OAKLEY -- Michael Jackson's "Beat It" blared through speakers, revving up the crowd pouring into the gymnasium.
But if any Freedom High School students were dragging Thursday morning, they snapped to attention once Laymon Hicks took charge of the microphone.
"Say, 'I feel great, I'm wide-awake, I feel good -- REAL good!'" Hicks boomed as he led hundreds of teens in reciting the snappy catchphrase.
The Tampa, Florida-based inspirational speaker was on the Oakley campus to share lessons about defeat and success in a talk he bills "Get up, get out, and go get it!"
Although just 27, Hicks has experienced plenty of life's highs and lows.
Growing up in a family torn apart by physical abuse, infidelity and divorce, he recalled fearing that his mother would end up behind bars after she tried to kill her husband for cheating on her.
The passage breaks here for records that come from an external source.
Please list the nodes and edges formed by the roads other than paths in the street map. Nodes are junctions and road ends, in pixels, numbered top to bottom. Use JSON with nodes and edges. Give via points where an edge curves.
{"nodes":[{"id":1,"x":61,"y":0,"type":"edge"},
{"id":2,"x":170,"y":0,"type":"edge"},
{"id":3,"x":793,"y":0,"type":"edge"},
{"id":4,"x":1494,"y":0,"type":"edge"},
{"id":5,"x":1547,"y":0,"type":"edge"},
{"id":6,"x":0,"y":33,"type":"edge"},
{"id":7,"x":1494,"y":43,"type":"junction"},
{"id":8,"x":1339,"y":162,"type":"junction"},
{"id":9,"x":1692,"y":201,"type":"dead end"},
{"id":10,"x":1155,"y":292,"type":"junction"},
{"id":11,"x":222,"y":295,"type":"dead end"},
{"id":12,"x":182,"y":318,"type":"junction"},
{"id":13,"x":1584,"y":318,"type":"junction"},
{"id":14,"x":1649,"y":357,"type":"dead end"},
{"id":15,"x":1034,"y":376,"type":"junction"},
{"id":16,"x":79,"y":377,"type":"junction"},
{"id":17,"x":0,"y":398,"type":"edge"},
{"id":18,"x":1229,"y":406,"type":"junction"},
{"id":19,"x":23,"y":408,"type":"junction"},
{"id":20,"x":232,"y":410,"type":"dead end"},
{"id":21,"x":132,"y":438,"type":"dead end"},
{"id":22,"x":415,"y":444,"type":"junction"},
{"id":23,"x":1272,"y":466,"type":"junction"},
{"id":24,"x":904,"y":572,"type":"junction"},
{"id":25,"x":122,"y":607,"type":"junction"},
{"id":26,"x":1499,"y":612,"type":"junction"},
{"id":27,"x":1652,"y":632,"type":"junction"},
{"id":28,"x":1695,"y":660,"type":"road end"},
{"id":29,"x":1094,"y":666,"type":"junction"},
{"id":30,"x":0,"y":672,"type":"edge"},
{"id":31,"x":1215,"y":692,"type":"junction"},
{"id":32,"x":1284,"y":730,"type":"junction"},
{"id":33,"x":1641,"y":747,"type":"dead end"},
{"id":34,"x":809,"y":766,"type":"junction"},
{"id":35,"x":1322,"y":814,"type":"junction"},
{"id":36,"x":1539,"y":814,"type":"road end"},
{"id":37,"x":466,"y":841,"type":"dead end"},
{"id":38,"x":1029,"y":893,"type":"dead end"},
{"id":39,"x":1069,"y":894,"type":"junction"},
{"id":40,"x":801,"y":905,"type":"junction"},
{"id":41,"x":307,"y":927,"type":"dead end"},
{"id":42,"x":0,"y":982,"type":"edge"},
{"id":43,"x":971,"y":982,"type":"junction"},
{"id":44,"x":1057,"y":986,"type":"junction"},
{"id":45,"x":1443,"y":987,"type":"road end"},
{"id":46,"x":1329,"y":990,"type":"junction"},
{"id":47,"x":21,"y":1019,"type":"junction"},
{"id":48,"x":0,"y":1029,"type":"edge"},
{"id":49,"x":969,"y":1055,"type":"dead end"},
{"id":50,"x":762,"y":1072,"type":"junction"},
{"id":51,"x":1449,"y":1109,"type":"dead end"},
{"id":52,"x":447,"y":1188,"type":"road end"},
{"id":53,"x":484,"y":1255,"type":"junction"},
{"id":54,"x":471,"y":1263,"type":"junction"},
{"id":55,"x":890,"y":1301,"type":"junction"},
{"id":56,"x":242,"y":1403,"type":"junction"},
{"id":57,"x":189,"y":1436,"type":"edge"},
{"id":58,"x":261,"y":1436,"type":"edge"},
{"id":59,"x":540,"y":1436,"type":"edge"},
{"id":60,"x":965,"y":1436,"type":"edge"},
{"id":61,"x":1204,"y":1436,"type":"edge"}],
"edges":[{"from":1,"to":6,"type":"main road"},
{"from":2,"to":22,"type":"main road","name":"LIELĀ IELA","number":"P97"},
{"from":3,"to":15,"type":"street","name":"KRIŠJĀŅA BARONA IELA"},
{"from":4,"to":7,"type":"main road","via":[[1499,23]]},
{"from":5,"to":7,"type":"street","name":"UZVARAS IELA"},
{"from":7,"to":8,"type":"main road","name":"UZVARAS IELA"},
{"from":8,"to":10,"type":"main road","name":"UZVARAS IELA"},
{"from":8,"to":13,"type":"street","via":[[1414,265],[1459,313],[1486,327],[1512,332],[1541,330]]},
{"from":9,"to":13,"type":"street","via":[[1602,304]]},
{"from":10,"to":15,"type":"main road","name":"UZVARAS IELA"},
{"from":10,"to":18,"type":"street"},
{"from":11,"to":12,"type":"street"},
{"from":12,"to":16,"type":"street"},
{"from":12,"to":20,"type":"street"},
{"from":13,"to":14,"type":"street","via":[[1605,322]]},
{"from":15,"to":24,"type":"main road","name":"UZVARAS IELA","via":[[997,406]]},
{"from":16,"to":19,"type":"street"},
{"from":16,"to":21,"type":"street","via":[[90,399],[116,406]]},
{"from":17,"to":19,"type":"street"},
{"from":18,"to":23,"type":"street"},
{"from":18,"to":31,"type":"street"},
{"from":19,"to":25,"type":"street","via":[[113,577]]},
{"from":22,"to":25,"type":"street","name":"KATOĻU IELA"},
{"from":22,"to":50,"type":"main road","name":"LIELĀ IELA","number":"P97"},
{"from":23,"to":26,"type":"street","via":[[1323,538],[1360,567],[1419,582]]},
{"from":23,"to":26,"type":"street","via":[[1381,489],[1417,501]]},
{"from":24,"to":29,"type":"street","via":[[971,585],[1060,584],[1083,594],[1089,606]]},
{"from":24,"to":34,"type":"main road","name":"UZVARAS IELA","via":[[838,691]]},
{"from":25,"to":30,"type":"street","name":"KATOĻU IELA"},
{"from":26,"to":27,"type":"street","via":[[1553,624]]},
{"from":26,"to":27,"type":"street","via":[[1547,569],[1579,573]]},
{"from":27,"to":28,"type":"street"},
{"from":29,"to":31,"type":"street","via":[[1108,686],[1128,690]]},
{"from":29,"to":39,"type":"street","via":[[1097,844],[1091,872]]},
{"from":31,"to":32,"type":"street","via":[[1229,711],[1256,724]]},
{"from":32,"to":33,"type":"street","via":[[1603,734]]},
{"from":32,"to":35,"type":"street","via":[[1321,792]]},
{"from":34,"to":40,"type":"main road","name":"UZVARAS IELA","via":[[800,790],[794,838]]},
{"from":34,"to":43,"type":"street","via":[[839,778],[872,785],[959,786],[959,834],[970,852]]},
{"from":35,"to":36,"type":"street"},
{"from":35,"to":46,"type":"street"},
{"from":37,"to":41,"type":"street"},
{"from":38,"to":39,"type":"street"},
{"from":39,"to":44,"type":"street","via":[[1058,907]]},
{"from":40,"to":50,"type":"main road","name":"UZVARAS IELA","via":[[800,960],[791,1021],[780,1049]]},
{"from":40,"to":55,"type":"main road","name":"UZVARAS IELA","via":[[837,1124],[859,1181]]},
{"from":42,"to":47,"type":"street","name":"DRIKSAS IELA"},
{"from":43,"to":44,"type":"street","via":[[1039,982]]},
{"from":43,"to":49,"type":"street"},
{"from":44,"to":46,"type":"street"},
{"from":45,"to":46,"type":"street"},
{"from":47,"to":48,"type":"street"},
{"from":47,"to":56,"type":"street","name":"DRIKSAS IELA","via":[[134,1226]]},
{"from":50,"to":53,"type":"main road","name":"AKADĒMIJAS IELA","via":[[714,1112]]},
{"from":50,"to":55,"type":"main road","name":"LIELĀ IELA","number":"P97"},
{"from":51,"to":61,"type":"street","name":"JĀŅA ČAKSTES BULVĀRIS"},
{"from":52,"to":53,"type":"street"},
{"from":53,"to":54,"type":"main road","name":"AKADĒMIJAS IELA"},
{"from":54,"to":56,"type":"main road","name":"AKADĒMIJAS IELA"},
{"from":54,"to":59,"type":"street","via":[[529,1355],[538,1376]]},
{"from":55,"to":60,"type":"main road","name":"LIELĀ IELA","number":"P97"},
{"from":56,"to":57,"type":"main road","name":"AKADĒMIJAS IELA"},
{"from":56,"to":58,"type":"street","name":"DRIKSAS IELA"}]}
Hicks often experienced the sting of disappointment as well: His absentee father consistently stood him up when he tried to arrange outings, and in a search for acceptance, he kept company with the wrong crowd in middle school in a search for acceptance only to realize that those kids were friends in name only.
Yet despite his troubled family life, Hicks adopted attitudes that enabled him to overcome.
"Don't allow your environment to dictate who you are," he exhorted his audience.
Nor has he allowed his own mistakes to bring him down.
Hicks recounted the time a history teacher gave him an F in the class after catching him about to cheat on a test; the misstep cost him his prized membership in a national honors society as well as the chance to collect his diploma in the white gown reserved for the academic elite.
Weeks of self-recrimination followed until Hicks began reflecting on something his grandmother always told him.
"'When you fall down, you get right back up,'" he said. "Sometimes life is going to knock you down, but you have to be positive."
Hicks pressed forward and became the only black male in his high school graduating class with a grade-point average higher than 4.0.
But there's more to reaching goals than dusting oneself off after a fall -- "you have to be huuuungry," Hicks said. "Whatever you want in your life, go get it."
At Florida State University, Hicks encountered criticism from political opponents while running for student body president.
No matter -- he continued canvassing the campus in search of votes and ultimately won the right to represent 38,000 students.
On his travels, Hicks shows young people the dress shoes he wore during that 2008 campaign, a physical reminder of the rewards waiting for those who aggressively pursue their goals.
"This is hard work," he said as he dropped the pair of object lessons onto the gymnasium floor.
But Hicks readily acknowledged that social media nastiness and the lack of an emotional safety net can make it difficult to maintain a go-for-it mindset.
The wounds that teens inflict upon each other online can drive some to consider suicide, he said, and neutralizing "weapons of mass destruction" such as Twitter and Instagram requires both giving and receiving affection.
One boy who had been cutting himself told Hicks that his words of encouragement saved his life, he said.
Hicks recounted other stories of parents and children reconciling after one of them reached out with an affirmation.
"There's someone in your life who needs to hear that you appreciate them," said Hicks, who then had students text that message to a friend or family member.